Award presentation starts Delaware Symphony season

The Delaware Symphony Orchestra will open their season with the A.I. duPont composers award to Andre Previn (left) and a performance of his Double Concerto for Violin and Cello by Jaime Laredo and Sharon Robinson. (Previn photo: Lillian Birnbaum; Laredo/Robinson photo: Christian Steiner)

The Delaware Symphony Orchestra will open their season with the A.I. duPont composers award to Andre Previn (left) and a performance of his Double Concerto for Violin and Cello by Jaime Laredo and Sharon Robinson. (Previn photo: Lillian Birnbaum; Laredo/Robinson photo: Christian Steiner)

The Delaware Symphony Orchestra kicks of its 2016-17 season tonight with star power when it presents the A. I. duPont Composer’s Award to legendary composer-pianist-conductor Andre Previn.

The concert will include a performance of his Double Concerto for Violin and Cello by violinist Jaime Laredo and cellist Sharon Robinson. The work was commissioned for the married duo by eight orchestras, including the Cincinnati Symphony where it was premiered in 2014. The Delaware performance marks the first time it will be performed outside the commissioning consortium.

“I just think it’s going to be fantastic for Wilmington and for the Delaware Symphony,” says DSO Executive Director Alan Jordan. “Previn is already a legendary figure. He’s one of the few real household names in classical music.”

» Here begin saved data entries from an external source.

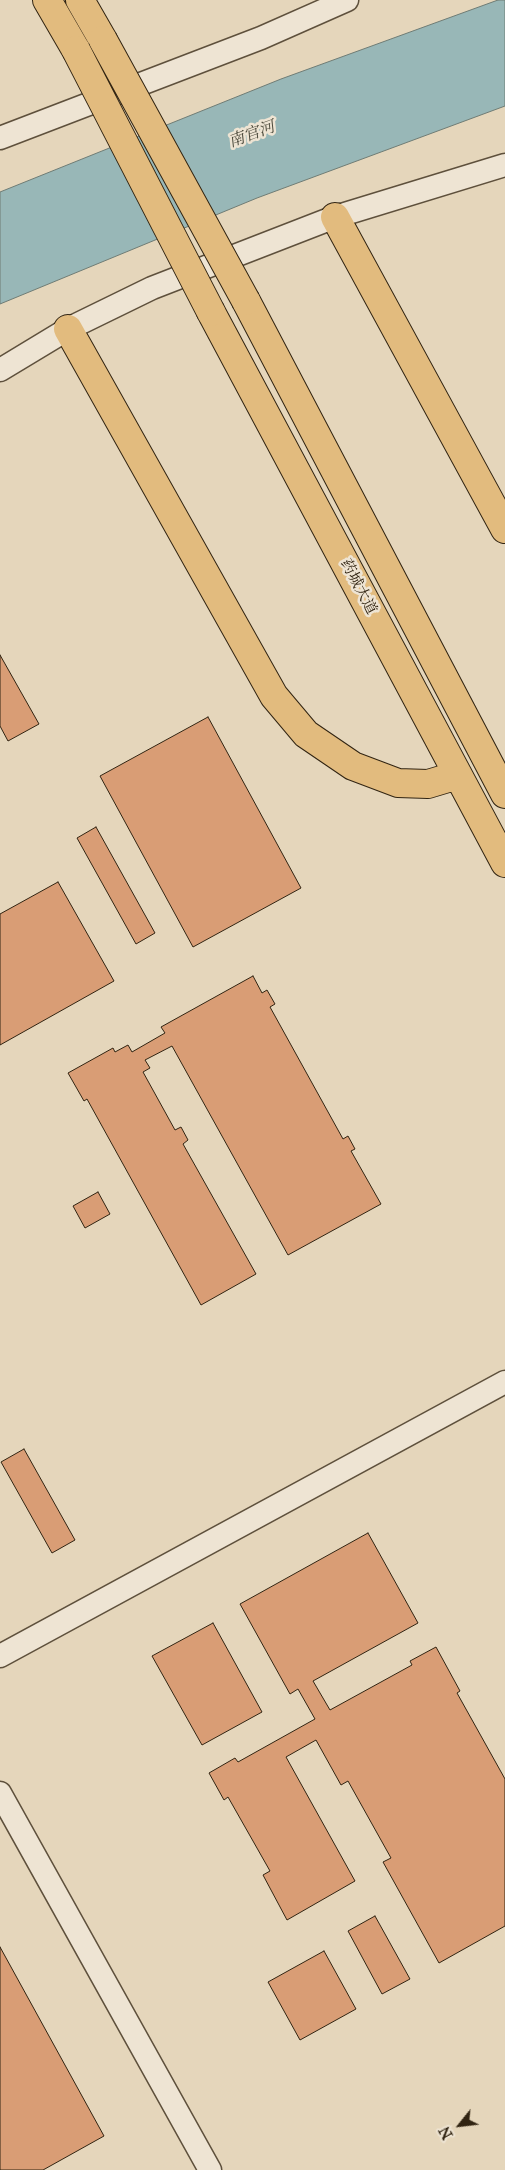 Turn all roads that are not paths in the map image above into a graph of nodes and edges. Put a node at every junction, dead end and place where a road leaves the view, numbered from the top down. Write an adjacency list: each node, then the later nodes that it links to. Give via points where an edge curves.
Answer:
1 (47, 0): 11 (main road, 药城大道, bridge)
2 (80, 0): 10 (main road, bridge)
3 (347, 0): 4 (street, via 261,38)
4 (0, 138)
5 (505, 165): 6 (street)
6 (335, 217): 7 (street, via 152,288); 9 (main road)
7 (68, 329): 8 (street); 11 (main road, via 274,696 306,734 353,766 398,783 428,784)
8 (0, 370)
9 (505, 529)
10 (497, 757): 12 (main road)
11 (458, 775): 13 (main road, 药城大道)
12 (505, 794)
13 (505, 863)
14 (505, 1382): 15 (street)
15 (0, 1656)
16 (0, 1793): 17 (street)
17 (210, 2170) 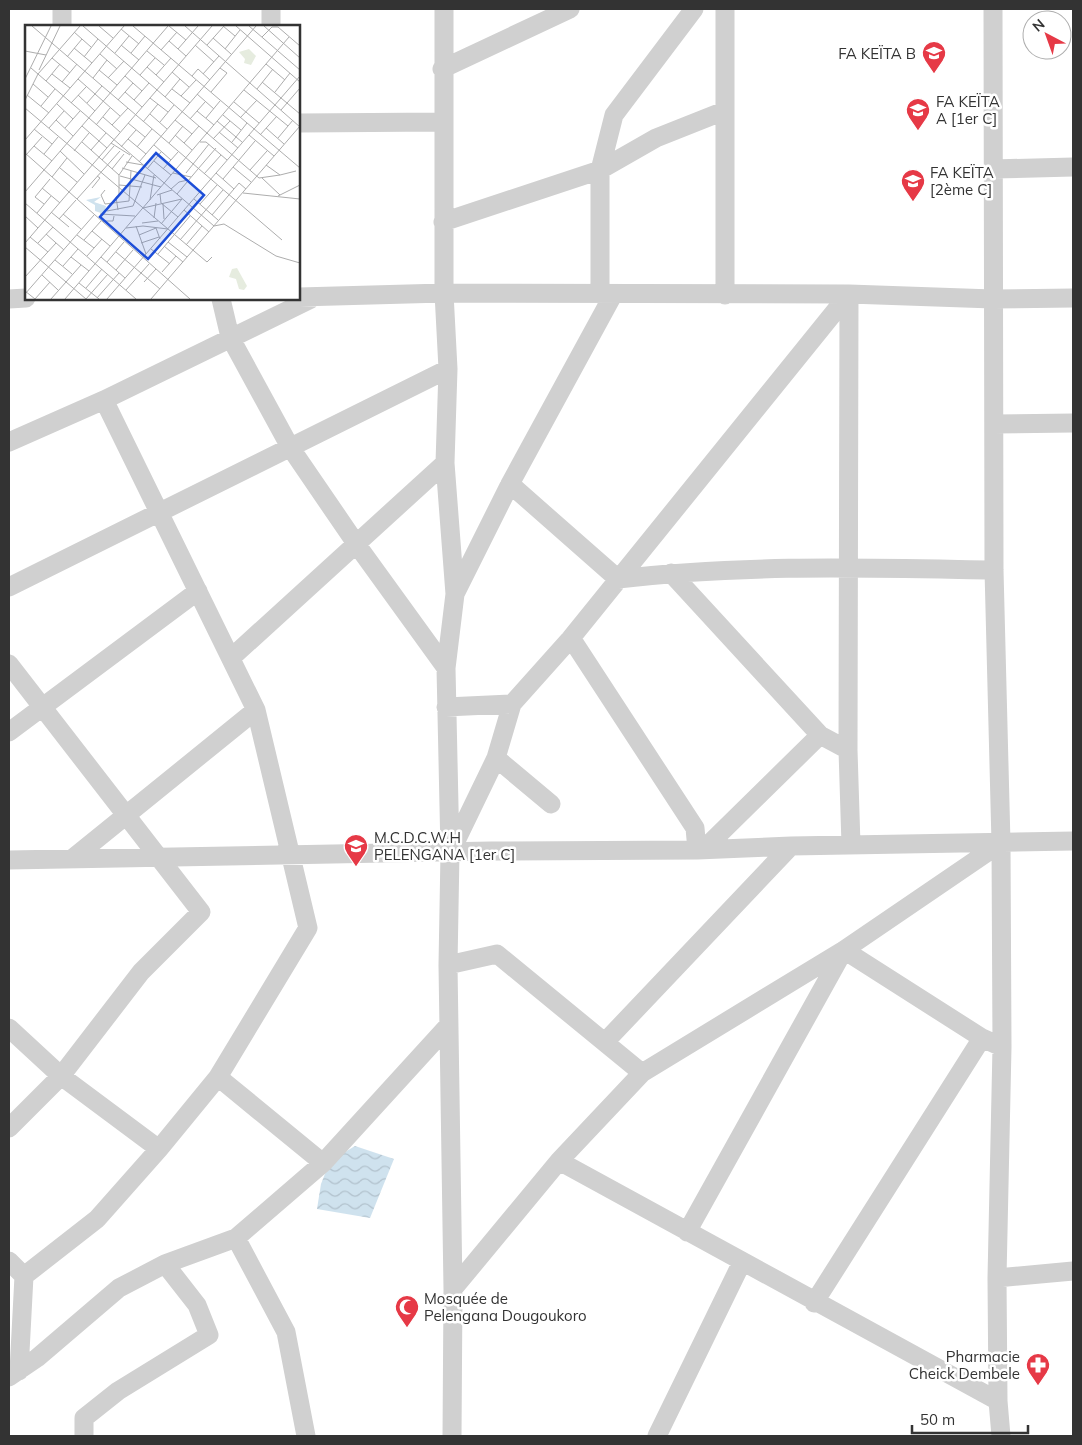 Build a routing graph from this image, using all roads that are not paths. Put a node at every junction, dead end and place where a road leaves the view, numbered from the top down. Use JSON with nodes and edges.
{"nodes":[{"id":1,"x":62,"y":9,"type":"edge"},
{"id":2,"x":271,"y":9,"type":"edge"},
{"id":3,"x":444,"y":9,"type":"edge"},
{"id":4,"x":570,"y":9,"type":"edge"},
{"id":5,"x":694,"y":9,"type":"edge"},
{"id":6,"x":726,"y":9,"type":"edge"},
{"id":7,"x":993,"y":9,"type":"edge"},
{"id":8,"x":62,"y":25,"type":"edge"},
{"id":9,"x":271,"y":25,"type":"edge"},
{"id":10,"x":442,"y":69,"type":"junction"},
{"id":11,"x":724,"y":111,"type":"junction"},
{"id":12,"x":443,"y":122,"type":"junction"},
{"id":13,"x":300,"y":123,"type":"edge"},
{"id":14,"x":1073,"y":167,"type":"edge"},
{"id":15,"x":993,"y":169,"type":"junction"},
{"id":16,"x":600,"y":170,"type":"junction"},
{"id":17,"x":443,"y":222,"type":"junction"},
{"id":18,"x":444,"y":294,"type":"junction"},
{"id":19,"x":606,"y":294,"type":"junction"},
{"id":20,"x":849,"y":294,"type":"junction"},
{"id":21,"x":725,"y":295,"type":"junction"},
{"id":22,"x":25,"y":298,"type":"edge"},
{"id":23,"x":305,"y":298,"type":"edge"},
{"id":24,"x":1073,"y":298,"type":"edge"},
{"id":25,"x":9,"y":299,"type":"edge"},
{"id":26,"x":994,"y":299,"type":"junction"},
{"id":27,"x":221,"y":300,"type":"edge"},
{"id":28,"x":230,"y":337,"type":"junction"},
{"id":29,"x":448,"y":369,"type":"junction"},
{"id":30,"x":104,"y":400,"type":"junction"},
{"id":31,"x":1073,"y":423,"type":"edge"},
{"id":32,"x":994,"y":424,"type":"junction"},
{"id":33,"x":9,"y":442,"type":"edge"},
{"id":34,"x":290,"y":447,"type":"junction"},
{"id":35,"x":445,"y":463,"type":"junction"},
{"id":36,"x":510,"y":484,"type":"junction"},
{"id":37,"x":158,"y":513,"type":"junction"},
{"id":38,"x":357,"y":545,"type":"junction"},
{"id":39,"x":848,"y":568,"type":"junction"},
{"id":40,"x":994,"y":570,"type":"junction"},
{"id":41,"x":671,"y":573,"type":"junction"},
{"id":42,"x":618,"y":579,"type":"junction"},
{"id":43,"x":9,"y":587,"type":"edge"},
{"id":44,"x":198,"y":591,"type":"junction"},
{"id":45,"x":455,"y":594,"type":"junction"},
{"id":46,"x":571,"y":638,"type":"junction"},
{"id":47,"x":230,"y":658,"type":"junction"},
{"id":48,"x":9,"y":664,"type":"edge"},
{"id":49,"x":446,"y":668,"type":"junction"},
{"id":50,"x":512,"y":704,"type":"junction"},
{"id":51,"x":42,"y":706,"type":"junction"},
{"id":52,"x":446,"y":707,"type":"junction"},
{"id":53,"x":256,"y":710,"type":"junction"},
{"id":54,"x":9,"y":732,"type":"edge"},
{"id":55,"x":820,"y":735,"type":"junction"},
{"id":56,"x":848,"y":750,"type":"junction"},
{"id":57,"x":496,"y":758,"type":"junction"},
{"id":58,"x":551,"y":804,"type":"dead end"},
{"id":59,"x":125,"y":814,"type":"junction"},
{"id":60,"x":1073,"y":841,"type":"edge"},
{"id":61,"x":1001,"y":842,"type":"junction"},
{"id":62,"x":851,"y":845,"type":"junction"},
{"id":63,"x":792,"y":846,"type":"junction"},
{"id":64,"x":701,"y":850,"type":"junction"},
{"id":65,"x":450,"y":852,"type":"junction"},
{"id":66,"x":290,"y":855,"type":"junction"},
{"id":67,"x":160,"y":857,"type":"junction"},
{"id":68,"x":72,"y":858,"type":"junction"},
{"id":69,"x":9,"y":860,"type":"edge"},
{"id":70,"x":844,"y":950,"type":"junction"},
{"id":71,"x":448,"y":965,"type":"junction"},
{"id":72,"x":448,"y":1026,"type":"junction"},
{"id":73,"x":9,"y":1028,"type":"edge"},
{"id":74,"x":982,"y":1038,"type":"junction"},
{"id":75,"x":605,"y":1042,"type":"junction"},
{"id":76,"x":1002,"y":1047,"type":"junction"},
{"id":77,"x":642,"y":1073,"type":"junction"},
{"id":78,"x":61,"y":1076,"type":"junction"},
{"id":79,"x":218,"y":1077,"type":"junction"},
{"id":80,"x":9,"y":1128,"type":"edge"},
{"id":81,"x":159,"y":1149,"type":"junction"},
{"id":82,"x":560,"y":1161,"type":"junction"},
{"id":83,"x":323,"y":1163,"type":"junction"},
{"id":84,"x":687,"y":1232,"type":"junction"},
{"id":85,"x":236,"y":1238,"type":"junction"},
{"id":86,"x":9,"y":1261,"type":"edge"},
{"id":87,"x":742,"y":1262,"type":"junction"},
{"id":88,"x":166,"y":1264,"type":"junction"},
{"id":89,"x":1073,"y":1271,"type":"edge"},
{"id":90,"x":24,"y":1276,"type":"junction"},
{"id":91,"x":997,"y":1278,"type":"junction"},
{"id":92,"x":453,"y":1288,"type":"junction"},
{"id":93,"x":814,"y":1303,"type":"junction"},
{"id":94,"x":14,"y":1374,"type":"edge"},
{"id":95,"x":998,"y":1401,"type":"junction"},
{"id":96,"x":84,"y":1436,"type":"edge"},
{"id":97,"x":306,"y":1436,"type":"edge"},
{"id":98,"x":452,"y":1436,"type":"edge"},
{"id":99,"x":657,"y":1436,"type":"edge"},
{"id":100,"x":1001,"y":1436,"type":"edge"}],
"edges":[{"from":1,"to":8,"type":"street"},
{"from":2,"to":9,"type":"street"},
{"from":3,"to":10,"type":"street"},
{"from":4,"to":10,"type":"street"},
{"from":5,"to":16,"type":"street"},
{"from":6,"to":11,"type":"street"},
{"from":7,"to":15,"type":"street"},
{"from":10,"to":12,"type":"street"},
{"from":11,"to":16,"type":"street"},
{"from":11,"to":21,"type":"street"},
{"from":12,"to":13,"type":"street"},
{"from":12,"to":17,"type":"street"},
{"from":14,"to":15,"type":"street"},
{"from":15,"to":26,"type":"street"},
{"from":16,"to":17,"type":"street"},
{"from":16,"to":19,"type":"street"},
{"from":17,"to":18,"type":"street"},
{"from":18,"to":19,"type":"street"},
{"from":18,"to":23,"type":"street"},
{"from":18,"to":29,"type":"street"},
{"from":19,"to":21,"type":"street"},
{"from":19,"to":36,"type":"street"},
{"from":20,"to":21,"type":"street"},
{"from":20,"to":26,"type":"street"},
{"from":20,"to":39,"type":"street"},
{"from":20,"to":42,"type":"street"},
{"from":22,"to":25,"type":"street"},
{"from":23,"to":28,"type":"street"},
{"from":24,"to":26,"type":"street"},
{"from":26,"to":32,"type":"street"},
{"from":27,"to":28,"type":"street"},
{"from":28,"to":30,"type":"street"},
{"from":28,"to":34,"type":"street"},
{"from":29,"to":34,"type":"street"},
{"from":29,"to":35,"type":"street"},
{"from":30,"to":33,"type":"street"},
{"from":30,"to":37,"type":"street"},
{"from":31,"to":32,"type":"street"},
{"from":32,"to":40,"type":"street"},
{"from":34,"to":37,"type":"street"},
{"from":34,"to":38,"type":"street"},
{"from":35,"to":38,"type":"street"},
{"from":35,"to":45,"type":"street"},
{"from":36,"to":42,"type":"street"},
{"from":36,"to":45,"type":"street"},
{"from":37,"to":43,"type":"street"},
{"from":37,"to":44,"type":"street"},
{"from":38,"to":47,"type":"street"},
{"from":38,"to":49,"type":"street"},
{"from":39,"to":40,"type":"street"},
{"from":39,"to":41,"type":"street"},
{"from":39,"to":56,"type":"street"},
{"from":40,"to":61,"type":"street"},
{"from":41,"to":42,"type":"street"},
{"from":41,"to":55,"type":"street"},
{"from":42,"to":46,"type":"street"},
{"from":44,"to":47,"type":"street"},
{"from":44,"to":51,"type":"street"},
{"from":45,"to":49,"type":"street"},
{"from":46,"to":50,"type":"street"},
{"from":46,"to":64,"type":"street"},
{"from":47,"to":53,"type":"street"},
{"from":48,"to":51,"type":"street"},
{"from":49,"to":52,"type":"street"},
{"from":50,"to":52,"type":"street"},
{"from":50,"to":57,"type":"street"},
{"from":51,"to":54,"type":"street"},
{"from":51,"to":59,"type":"street"},
{"from":52,"to":65,"type":"street"},
{"from":53,"to":59,"type":"street"},
{"from":53,"to":66,"type":"street"},
{"from":55,"to":56,"type":"street"},
{"from":55,"to":64,"type":"street"},
{"from":56,"to":62,"type":"street"},
{"from":57,"to":58,"type":"street"},
{"from":57,"to":65,"type":"street"},
{"from":59,"to":67,"type":"street"},
{"from":59,"to":68,"type":"street"},
{"from":60,"to":61,"type":"street"},
{"from":61,"to":62,"type":"street"},
{"from":61,"to":70,"type":"street"},
{"from":61,"to":76,"type":"street"},
{"from":62,"to":63,"type":"street"},
{"from":63,"to":64,"type":"street"},
{"from":63,"to":75,"type":"street"},
{"from":64,"to":65,"type":"street"},
{"from":65,"to":66,"type":"street"},
{"from":65,"to":71,"type":"street"},
{"from":66,"to":67,"type":"street"},
{"from":66,"to":79,"type":"street"},
{"from":67,"to":68,"type":"street"},
{"from":67,"to":78,"type":"street"},
{"from":68,"to":69,"type":"street"},
{"from":70,"to":74,"type":"street"},
{"from":70,"to":77,"type":"street"},
{"from":70,"to":84,"type":"street"},
{"from":71,"to":72,"type":"street"},
{"from":71,"to":75,"type":"street"},
{"from":72,"to":83,"type":"street"},
{"from":72,"to":92,"type":"street"},
{"from":73,"to":78,"type":"street"},
{"from":74,"to":76,"type":"street"},
{"from":74,"to":93,"type":"street"},
{"from":75,"to":77,"type":"street"},
{"from":76,"to":91,"type":"street"},
{"from":77,"to":82,"type":"street"},
{"from":78,"to":80,"type":"street"},
{"from":78,"to":81,"type":"street"},
{"from":79,"to":81,"type":"street"},
{"from":79,"to":83,"type":"street"},
{"from":81,"to":90,"type":"street"},
{"from":82,"to":84,"type":"street"},
{"from":82,"to":92,"type":"street"},
{"from":83,"to":85,"type":"street"},
{"from":84,"to":87,"type":"street"},
{"from":85,"to":88,"type":"street"},
{"from":85,"to":97,"type":"street"},
{"from":86,"to":90,"type":"street"},
{"from":87,"to":93,"type":"street"},
{"from":87,"to":99,"type":"street"},
{"from":88,"to":94,"type":"street"},
{"from":88,"to":96,"type":"street"},
{"from":89,"to":91,"type":"street"},
{"from":90,"to":94,"type":"street"},
{"from":91,"to":95,"type":"street"},
{"from":92,"to":98,"type":"street"},
{"from":93,"to":95,"type":"street"},
{"from":95,"to":100,"type":"street"}]}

At 87, Previn is considered one of the world’s most versatile and least easily categorized musicians. The Previn catalog includes musicals, an operetta, a variety of popular songs, film scores, concert music and two operas: “A Streetcar Named Desire” (1998) and “Brief Encounter” (2009). He has composed for the likes of John Williams, Itzhak Perlman, Janet Baker, Vladimir Ashkenazy, Renee Fleming, Yo-Yo Ma and his former wife, Anne-Sophie Mutter.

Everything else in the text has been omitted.